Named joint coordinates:
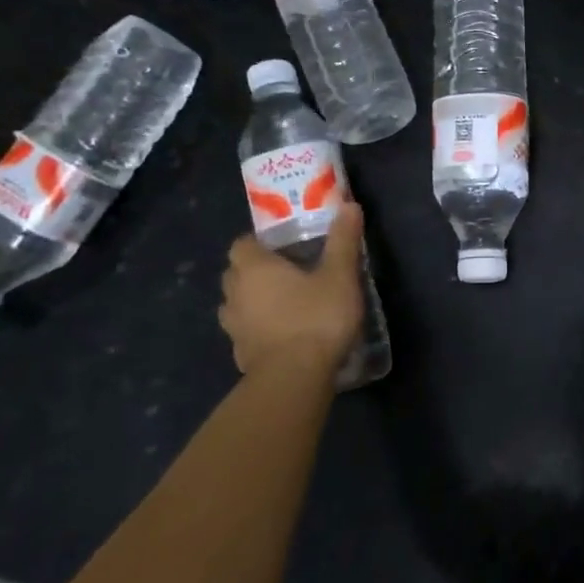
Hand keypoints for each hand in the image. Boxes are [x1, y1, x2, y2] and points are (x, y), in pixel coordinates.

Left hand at [220, 205, 365, 379]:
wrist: (294, 377)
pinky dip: (258, 330)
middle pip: (236, 273)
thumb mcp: (340, 275)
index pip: (242, 244)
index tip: (282, 246)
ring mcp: (234, 327)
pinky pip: (245, 333)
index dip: (258, 243)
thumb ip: (343, 241)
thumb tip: (349, 205)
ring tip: (282, 304)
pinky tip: (281, 335)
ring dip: (252, 301)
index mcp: (254, 268)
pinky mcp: (240, 354)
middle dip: (254, 270)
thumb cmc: (316, 317)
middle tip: (286, 272)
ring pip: (236, 305)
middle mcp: (235, 294)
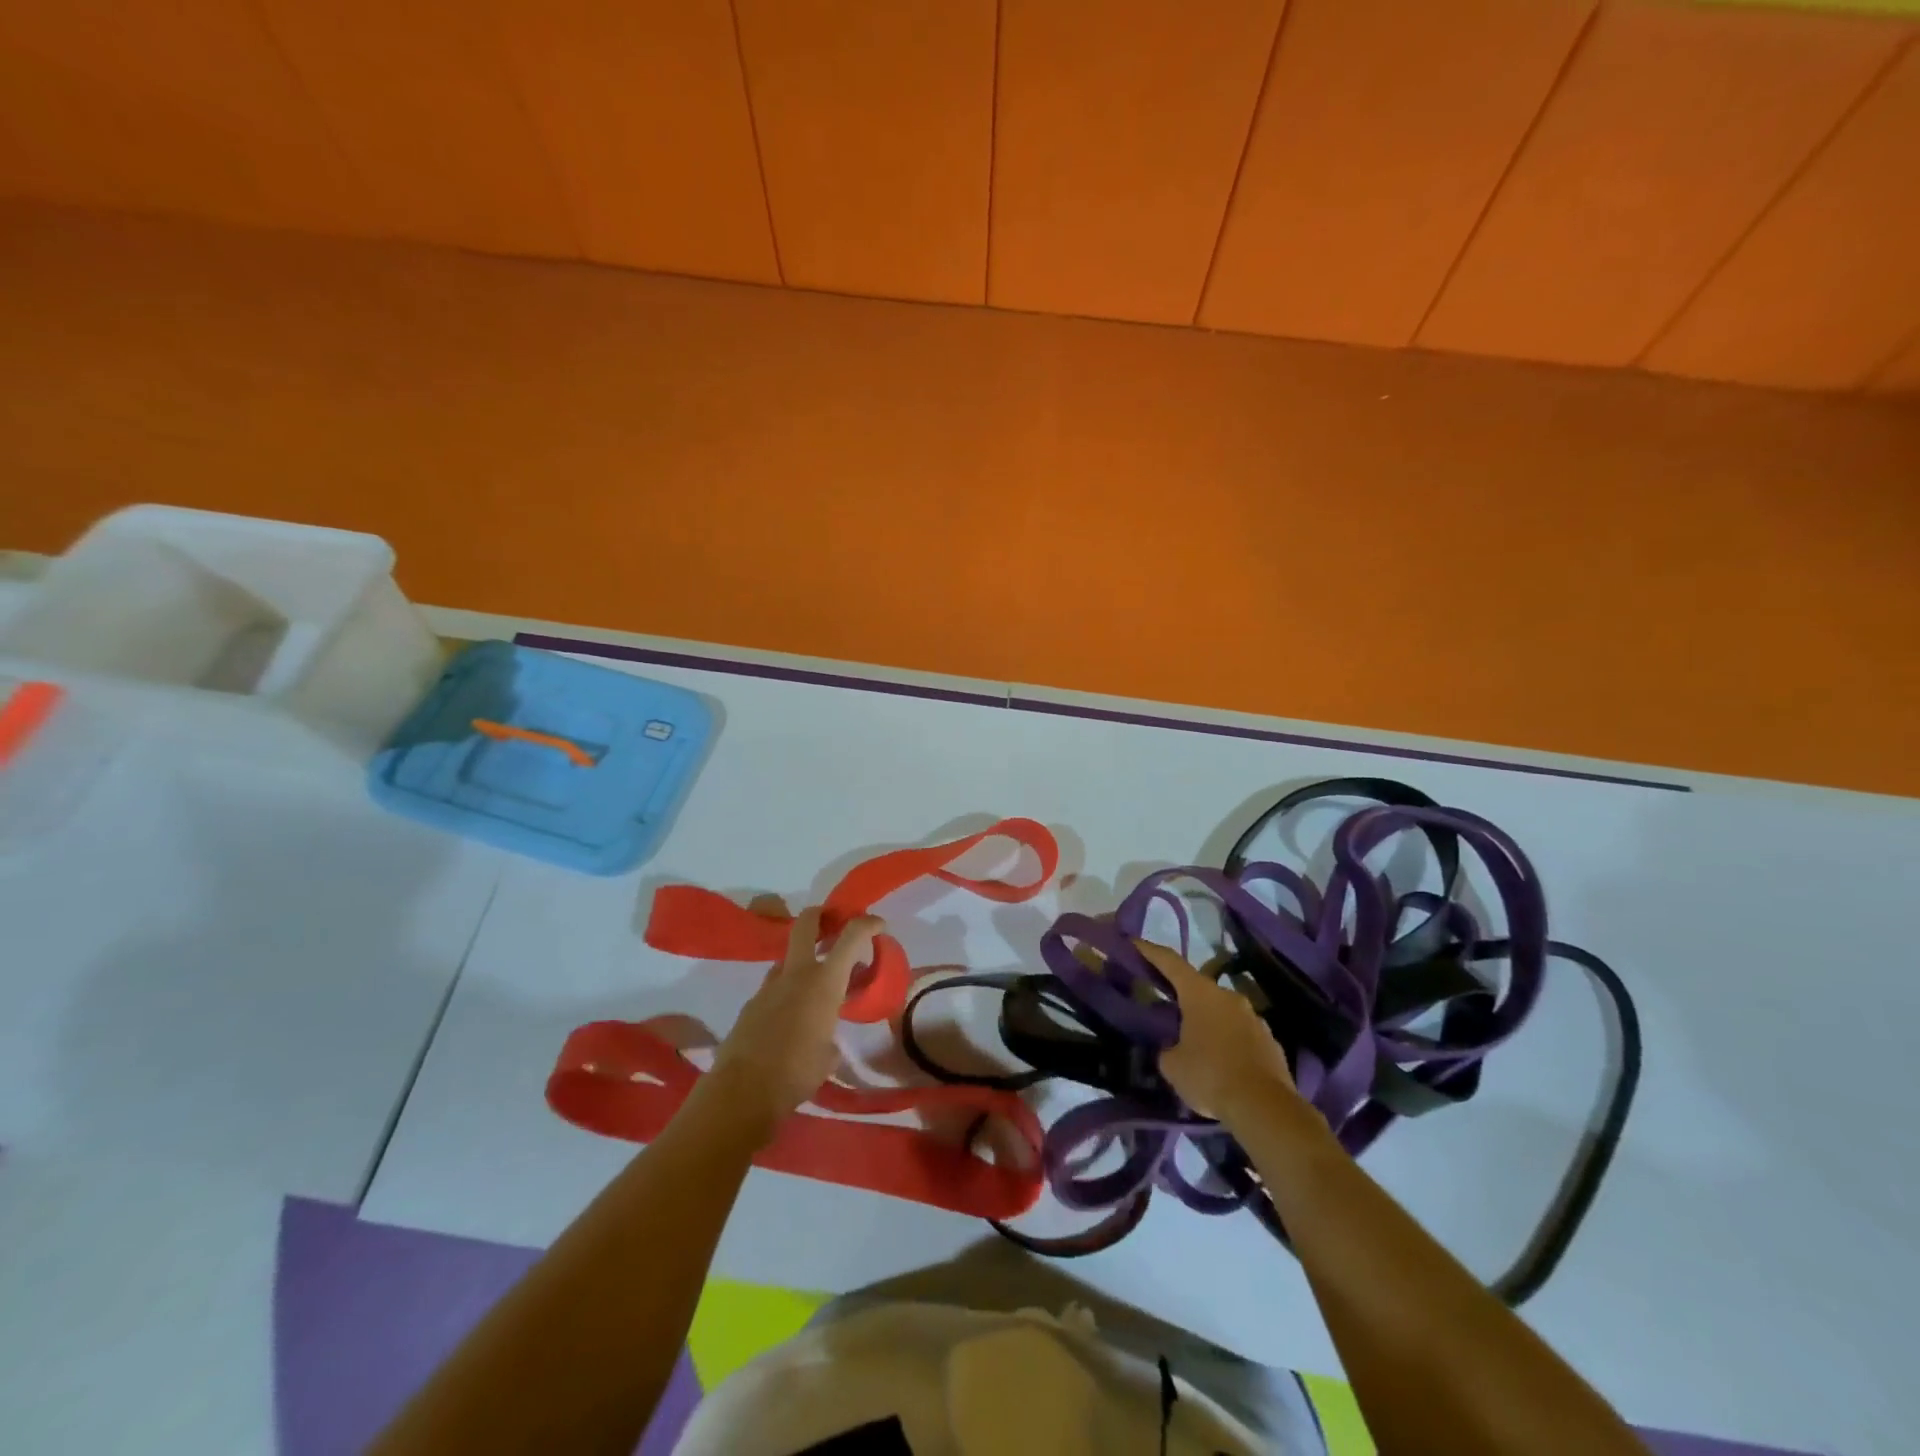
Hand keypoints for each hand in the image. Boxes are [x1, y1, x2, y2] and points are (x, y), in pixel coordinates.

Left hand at [704, 907, 882, 1144]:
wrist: (742, 1092)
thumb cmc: (797, 1073)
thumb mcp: (828, 1056)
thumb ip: (830, 1037)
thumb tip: (826, 1041)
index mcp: (824, 982)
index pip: (851, 937)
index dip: (868, 924)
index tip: (879, 925)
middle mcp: (796, 974)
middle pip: (807, 924)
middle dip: (822, 916)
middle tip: (834, 923)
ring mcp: (768, 986)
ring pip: (787, 958)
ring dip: (802, 962)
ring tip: (814, 987)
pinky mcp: (750, 1004)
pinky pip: (773, 988)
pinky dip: (786, 993)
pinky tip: (789, 1019)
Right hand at [1136, 940, 1298, 1124]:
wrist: (1265, 1108)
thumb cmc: (1210, 1076)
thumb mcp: (1172, 1065)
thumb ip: (1167, 1048)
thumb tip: (1173, 1047)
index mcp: (1200, 993)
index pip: (1170, 962)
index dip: (1150, 951)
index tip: (1135, 943)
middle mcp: (1228, 996)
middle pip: (1199, 987)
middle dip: (1182, 996)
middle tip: (1166, 1007)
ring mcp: (1254, 1017)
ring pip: (1222, 1011)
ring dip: (1207, 1021)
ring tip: (1195, 1043)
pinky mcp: (1270, 1041)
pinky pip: (1241, 1033)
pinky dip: (1228, 1041)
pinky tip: (1221, 1063)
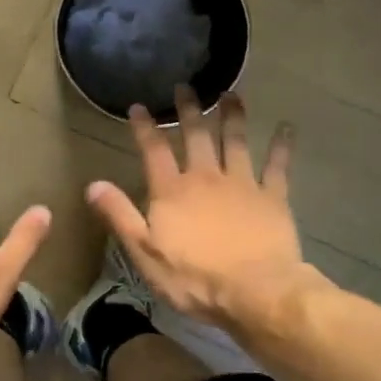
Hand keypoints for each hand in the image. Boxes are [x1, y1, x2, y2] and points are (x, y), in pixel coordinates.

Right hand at [85, 87, 306, 331]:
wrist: (255, 293)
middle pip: (196, 136)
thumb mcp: (144, 253)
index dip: (145, 127)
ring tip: (231, 94)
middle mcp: (206, 177)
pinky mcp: (272, 198)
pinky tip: (287, 128)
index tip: (140, 106)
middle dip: (189, 109)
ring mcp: (242, 184)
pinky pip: (277, 166)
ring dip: (232, 116)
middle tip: (186, 87)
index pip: (154, 150)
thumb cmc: (194, 279)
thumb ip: (120, 215)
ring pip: (235, 142)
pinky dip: (282, 146)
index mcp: (172, 191)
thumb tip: (93, 184)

*What the task asks*.
Any pictures above are to be left out. Retype the rest of the records exactly.

*Written reply*.
Hand keypoints for each hand in the image. Boxes are [x1, y1, x2, y2] and points are (x, y), in pixel coordinates.

Left hand at [220, 205, 365, 379]:
wrist: (294, 377)
pinky dip: (258, 330)
middle pip: (236, 273)
thumb mcp: (340, 275)
index pip: (242, 244)
index tip: (282, 246)
ring mcp: (234, 327)
pinky pip: (245, 333)
index dip: (258, 243)
thumb ip: (343, 241)
thumb tip: (349, 205)
ring tip: (282, 304)
pinky tip: (281, 335)
ring dip: (252, 301)
index mcp: (254, 268)
pinky mcp: (240, 354)
middle dip: (254, 270)
thumb cmc: (316, 317)
middle tip: (286, 272)
ring pip: (236, 305)
middle mcp: (235, 294)
Hand keypoints for each hand in the image. Boxes are [x1, y1, x2, y2] and points are (x, y), in pixel coordinates.

Left hand at [704, 907, 882, 1144]:
wrist: (742, 1092)
thumb cmc: (797, 1073)
thumb mcp: (828, 1056)
thumb ip: (830, 1037)
thumb tip: (826, 1041)
index mcp: (824, 982)
index pip: (851, 937)
index dip: (868, 924)
index tip: (879, 925)
middle mcp: (796, 974)
middle pip: (807, 924)
middle dip: (822, 916)
middle tip: (834, 923)
ring mcp: (768, 986)
ring pip: (787, 958)
ring dip: (802, 962)
ring tip: (814, 987)
pinky mcp: (750, 1004)
pinky pip: (773, 988)
pinky dip: (786, 993)
pinky tip: (789, 1019)
Right hand at [1136, 940, 1298, 1124]:
wrist: (1265, 1108)
thumb cmc: (1210, 1076)
thumb mcp: (1172, 1065)
thumb ip: (1167, 1048)
thumb tip: (1173, 1047)
index mcp: (1200, 993)
index pip: (1170, 962)
index dip: (1150, 951)
index tip: (1135, 943)
middle mcp: (1228, 996)
middle pip: (1199, 987)
middle dip: (1182, 996)
middle tip: (1166, 1007)
ring mcp: (1254, 1017)
ring pip: (1222, 1011)
ring dip: (1207, 1021)
ring tip: (1195, 1043)
pinky mcp: (1270, 1041)
pinky pip: (1241, 1033)
pinky dip: (1228, 1041)
pinky tip: (1221, 1063)
Hand keypoints for each hand in the image. Boxes are [x1, y1, x2, y2] and points are (x, y), in pixel coordinates.

Right hand at [85, 87, 306, 331]:
wrist: (255, 293)
middle pip: (196, 136)
thumb mcp: (144, 253)
index dip: (145, 127)
ring tip: (231, 94)
middle mcp: (206, 177)
pinky mcp: (272, 198)
pinky tip: (287, 128)
index tip: (140, 106)
middle dip: (189, 109)
ring mcp: (242, 184)
pinky pip: (277, 166)
ring dip: (232, 116)
middle tip: (186, 87)
index pip: (154, 150)
thumb cmc: (194, 279)
thumb ip: (120, 215)
ring pip: (235, 142)
pinky dip: (282, 146)
index mcp: (172, 191)
thumb tip: (93, 184)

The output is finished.